Sussex NLTK root directory is resources


## Question 3: Named Entity Recognition and Linking (25 marks)

The code below will run the SpaCy system on the text from Persuasion by Jane Austen.  `mysample` contains a 50% sample which is unique to your candidate number.

In [3]:
#Do NOT change the code in this cell.

#preparing corpus

def clean_text(astring):
    #replace newlines with space
    newstring=re.sub("\n"," ",astring)
    #remove title and chapter headings
    newstring=re.sub("\[[^\]]*\]"," ",newstring)
    newstring=re.sub("VOLUME \S+"," ",newstring)
    newstring=re.sub("CHAPTER \S+"," ",newstring)
    newstring=re.sub("\s\s+"," ",newstring)
    #return re.sub("([^\.|^ ])  +",r"\1 .  ",newstring).lstrip().rstrip()
    return newstring.lstrip().rstrip()


def get_sample(sentslist,seed=candidateno):
    random.seed(seed)
    random.shuffle(sentslist)
    testsize=int(len(sentslist)/2)
    return sentslist[testsize:]
    
persuasion=clean_text(gutenberg.raw('austen-persuasion.txt'))
nlp_persuasion=list(nlp(persuasion).sents)

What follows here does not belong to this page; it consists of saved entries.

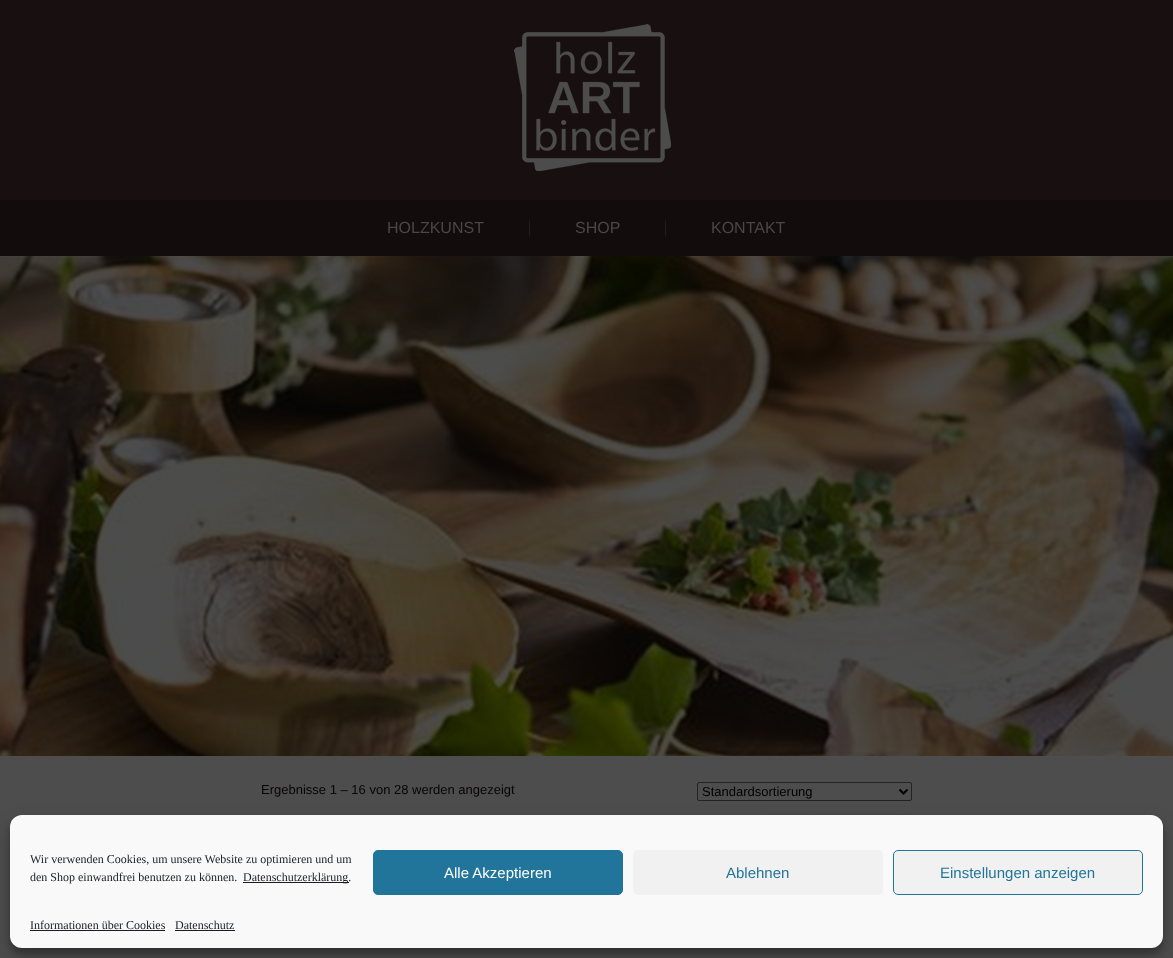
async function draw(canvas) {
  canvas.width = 1173;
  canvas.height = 958;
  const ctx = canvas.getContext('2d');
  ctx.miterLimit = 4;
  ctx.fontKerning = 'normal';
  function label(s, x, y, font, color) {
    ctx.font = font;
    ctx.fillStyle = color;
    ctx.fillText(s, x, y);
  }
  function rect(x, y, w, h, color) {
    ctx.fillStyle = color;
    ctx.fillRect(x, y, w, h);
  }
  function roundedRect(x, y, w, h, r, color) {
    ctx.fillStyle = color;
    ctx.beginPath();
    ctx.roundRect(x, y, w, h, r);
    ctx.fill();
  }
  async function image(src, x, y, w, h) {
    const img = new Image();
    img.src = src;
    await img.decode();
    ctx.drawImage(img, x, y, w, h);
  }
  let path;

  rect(0, 0, 1173, 958, '#4d4d4d');
  rect(0, 0, 1173, 200, '#181010');
  await image('assets/img1.png', 514, 24, 157, 147);
  rect(0, 200, 1173, 56, '#120c0c');
  label('HOLZKUNST', 387, 233, '16px Liberation Sans', '#494747');
  await image('assets/img2.png', 529, 218, 1, 21);
  label('SHOP', 575, 233, '16px Liberation Sans', '#494747');
  await image('assets/img2.png', 665, 218, 1, 21);
  label('KONTAKT', 711, 233, '16px Liberation Sans', '#494747');
  await image('assets/img3.png', 0, 256, 1173, 500);
  label('Ergebnisse 1 – 16 von 28 werden angezeigt', 261, 794, '13px Liberation Sans', '#080505');
  ctx.beginPath();
  ctx.roundRect(697.5, 782.5, 214, 18, 1.5);
  ctx.strokeStyle = '#232323';
  ctx.stroke();
  path = new Path2D('M899.5 789.5L903.5 793.5L907.5 789.5');
  ctx.strokeStyle = '#000';
  ctx.lineWidth = 2;
  ctx.stroke(path);
  label('Standardsortierung', 702, 796, '13px Liberation Sans', '#000');
  await image('assets/img4.png', 766, 814, 144, 1);
  ctx.fillStyle = '#0000003b';
  ctx.filter = 'blur(3px)';
  ctx.beginPath();
  ctx.roundRect(10, 821, 1153, 133, 12);
  ctx.fill();
  ctx.filter = 'none';
  ctx.fillStyle = '#00000030';
  ctx.filter = 'blur(10px)';
  ctx.beginPath();
  ctx.roundRect(10, 825, 1153, 133, 12);
  ctx.fill();
  ctx.filter = 'none';
  roundedRect(10, 815, 1153, 133, 12, '#f9f9f9');
  label('Wir verwenden Cookies, um unsere Website zu optimieren und um', 30, 863, '12px Liberation Serif', '#191e23');
  label('den Shop einwandfrei benutzen zu können.', 30, 881, '12px Liberation Serif', '#191e23');
  rect(243, 882, 106, 1, '#191e23');
  label('Datenschutzerklärung.', 243, 881, '12px Liberation Serif', '#191e23');
  ctx.fillStyle = '#21759b';
  ctx.beginPath();
  ctx.roundRect(373.5, 850.5, 249, 44, 4.5);
  ctx.fill();
  ctx.strokeStyle = '#21759b';
  ctx.lineWidth = 1;
  ctx.stroke();
  label('Alle Akzeptieren', 444, 878, '15px Liberation Sans', '#fff');
  roundedRect(633, 850, 250, 45, 5, '#f1f1f1');
  label('Ablehnen', 726, 878, '15px Liberation Sans', '#21759b');
  ctx.fillStyle = '#f1f1f1';
  ctx.beginPath();
  ctx.roundRect(893.5, 850.5, 249, 44, 4.5);
  ctx.fill();
  ctx.stroke();
  label('Einstellungen anzeigen', 940, 878, '15px Liberation Sans', '#21759b');
  label('Informationen über Cookies', 30, 929, '12px Liberation Serif', '#191e23');
  rect(30, 930, 135, 1, '#191e23');
  label('Datenschutz', 175, 929, '12px Liberation Serif', '#191e23');
  rect(175, 930, 60, 1, '#191e23');
}

draw(document.querySelector('canvas'));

mysample=get_sample(nlp_persuasion)

In [4]:
type(mysample[0])

spacy.tokens.span.Span

a) **Write code** and **extract**:
* the 30 most common strings referring to PEOPLE in `mysample`.
* the 30 most common strings referring to PLACES in `mysample`.

\[6 marks\]

In [5]:
people=[]
places=[]
def doc_freq(doclist):
    #df set is initialised
    df={}
    #iterate through each document in give list as well as each word in the doc 
    for doc in doclist:
        for w in doc:
            #gives the frequency of an item in a doc
            df[w]=df.get(w,0)+1
    #doc freq var is returned
    return df

for sentence in mysample:
    for t in sentence:
        if (t.ent_type_=='PERSON'):
            people.append([t.text,t.ent_type_])
        if (t.ent_type_=='LOC'):
            places.append([t.text,t.ent_type_])
peopleFreq=doc_freq(people)
placeFreq=doc_freq(places)
peopleOrdered = {k: v for k, v in sorted(peopleFreq.items(), reverse=True, key=lambda item: item[1])}
placeFreq = {k: v for k, v in sorted(placeFreq.items(), reverse=True, key=lambda item: item[1])}

In [6]:
people=[]
places=[]
x=0
y=0
for k in peopleFreq:
    if(x<=30):
        people.append(k)
        x=x+1
        
for k in placeFreq:
    if(y<=30):
        places.append(k)
        y=y+1 

In [7]:
headings=["People"]
(pd.DataFrame(people,columns=headings))

Unnamed: 0,People
0,Nurse
1,PERSON
2,Rooke
3,Mrs
4,Musgrove
5,Captain
6,Wentworth
7,Mr
8,Shepherd
9,'s


In [8]:
headings=["Places"]
(pd.DataFrame(places,columns=headings))

Unnamed: 0,Places
0,LOC
1,the
2,Plymouth
3,Cape
4,Mrs
5,Wallis
6,Indies
7,Laconia
8,Mackenzie
9,Western


b) Making reference to specific examples from the text in `mysample`, **discuss** the different types of errors made by the named entity recogniser. \[6 marks\]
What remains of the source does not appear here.